And how much should nations seek to harmonize their antitrust policies? A system of vertically integrated industrial and financial conglomerates, the Japanese keiretsu, wouldn't be tolerated in the U.S. But in Japan, they are a way of life. The next round of trade talks should focus on the issue.
Admitting emerging market economies in China, Eastern Europe, the former Soviet Union, and Vietnam to membership in GATT should also be on the agenda. Western Europe has been loath to admit imports--particularly of farm goods--from the former Warsaw Pact nations. Admitting them would lower barriers to their goods.

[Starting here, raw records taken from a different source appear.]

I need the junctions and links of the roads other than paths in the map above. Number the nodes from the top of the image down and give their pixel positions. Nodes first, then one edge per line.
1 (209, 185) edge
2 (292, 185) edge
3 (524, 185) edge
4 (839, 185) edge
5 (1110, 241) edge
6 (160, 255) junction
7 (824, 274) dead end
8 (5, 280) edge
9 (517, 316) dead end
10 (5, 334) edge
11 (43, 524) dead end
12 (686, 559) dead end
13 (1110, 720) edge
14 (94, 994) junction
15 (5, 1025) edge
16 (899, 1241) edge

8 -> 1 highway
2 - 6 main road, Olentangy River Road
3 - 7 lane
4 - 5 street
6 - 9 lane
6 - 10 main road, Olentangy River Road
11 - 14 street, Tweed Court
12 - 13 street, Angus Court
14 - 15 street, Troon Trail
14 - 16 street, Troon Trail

There will be plenty of disputes left over from current talks as well. Consider subsidies for research and development. The antisubsidy U.S. position was formulated by Republican Administrations hostile to the idea of industrial policy. But Clinton sees nothing wrong with an industry-government effort to develop clean cars. The rules will have to be clarified.
And finally, there are tariffs. When the first GATT talks began in 1947, worldwide tariffs averaged 45%. If the new round is implemented, they will drop to near 5%. But huge tariffs will still protect such industries as U.S. glassware and European semiconductors. It may seem an odd notion to begin trade talks as soon as the current ones are concluded. But with trade accounting for an ever increasing share of each nation's economy, there are too many issues too important to lie fallow.